A traditional cel: paint on a transparent cellulose acetate sheet

5 April 2017

In the EYE Collection Centre, the project ‘Materials in Motion’ has started, a two year research project into a possible conservation strategy for analogue Dutch animation artwork from the period 1930-2000.

In the EYE Collection Centre, the ‘Materials in Motion’ project has started two years of research into a possible conservation strategy for analogue Dutch animation artwork from the period 1930-2000. The research is a response to the recent expansion of EYE’s collection of animation artwork due to the adoption of the archives and artwork collection of the Netherlands Institute for Animation Film, which had to close its doors  in 2013.  EYE is now the custodian of a large variety of materials used in the production process of animated films, such as concept art, storyboards, drawings and cels (image on transparent plastic foils). The purpose of this project is to gain insight into the magnitude, composition and condition of the collection in order to develop a preservation plan for this unique Dutch film heritage. During the research project, EYE plans to collaborate and forge relationships with several international film archives and research institutes that deal with similar conservation issues. 

EYE holds an artwork collection of more than 50 different Dutch filmmakers: individual artists like Karin Wiertz, Jacques Verbeek, Børge Ring and Gerrit van Dijk as well as animation studios like Toonder Studios or Joop Geesink’s Dollywood. In their films, artists often play with technique, form and content and experiment with a wide variety of materials such as plastics, paper and photos and artist's materials such as pencils, crayon, makers and adhesive foils. 

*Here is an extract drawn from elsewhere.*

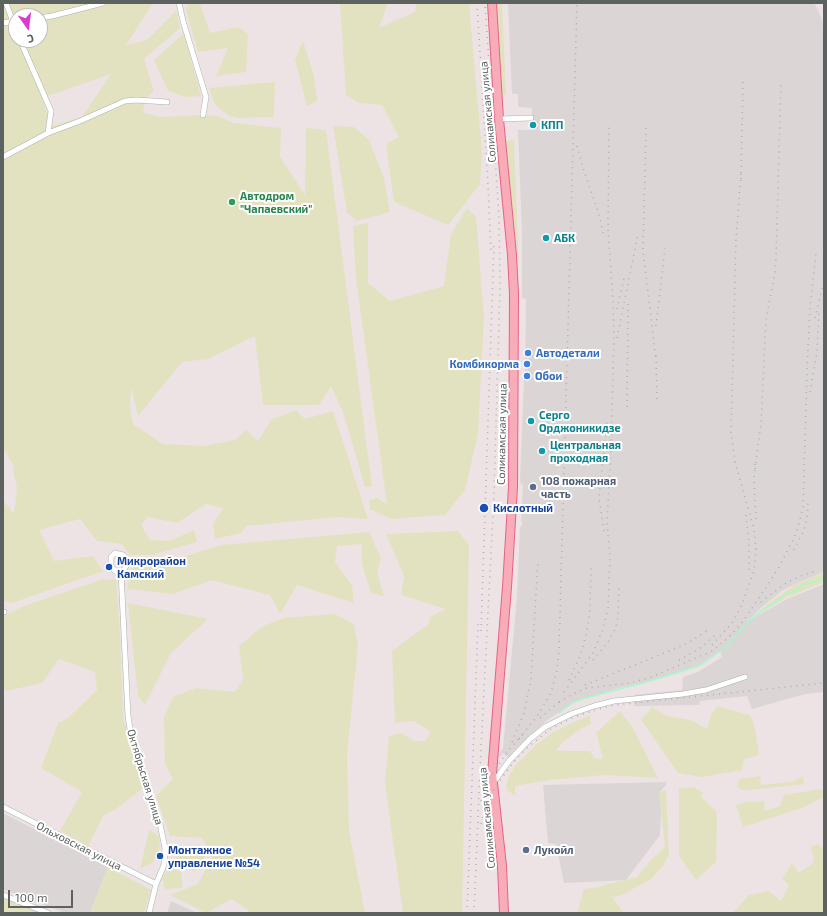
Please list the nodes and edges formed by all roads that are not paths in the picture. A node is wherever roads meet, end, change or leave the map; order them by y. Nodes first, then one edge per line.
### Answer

The collection includes roughly 80.000 cels. Different forms of decay have been identified: papers are discoloured, layers of paint  are flaking and peeling away, old adhesives cause brown stains in papers and photographs and plastic cels begin to warp, lose colour and acidify. Especially the decay of the plastics is worrisome because it is an self-catalytic process: once it starts, it is not possible to stop and without intervention the process will accelerate.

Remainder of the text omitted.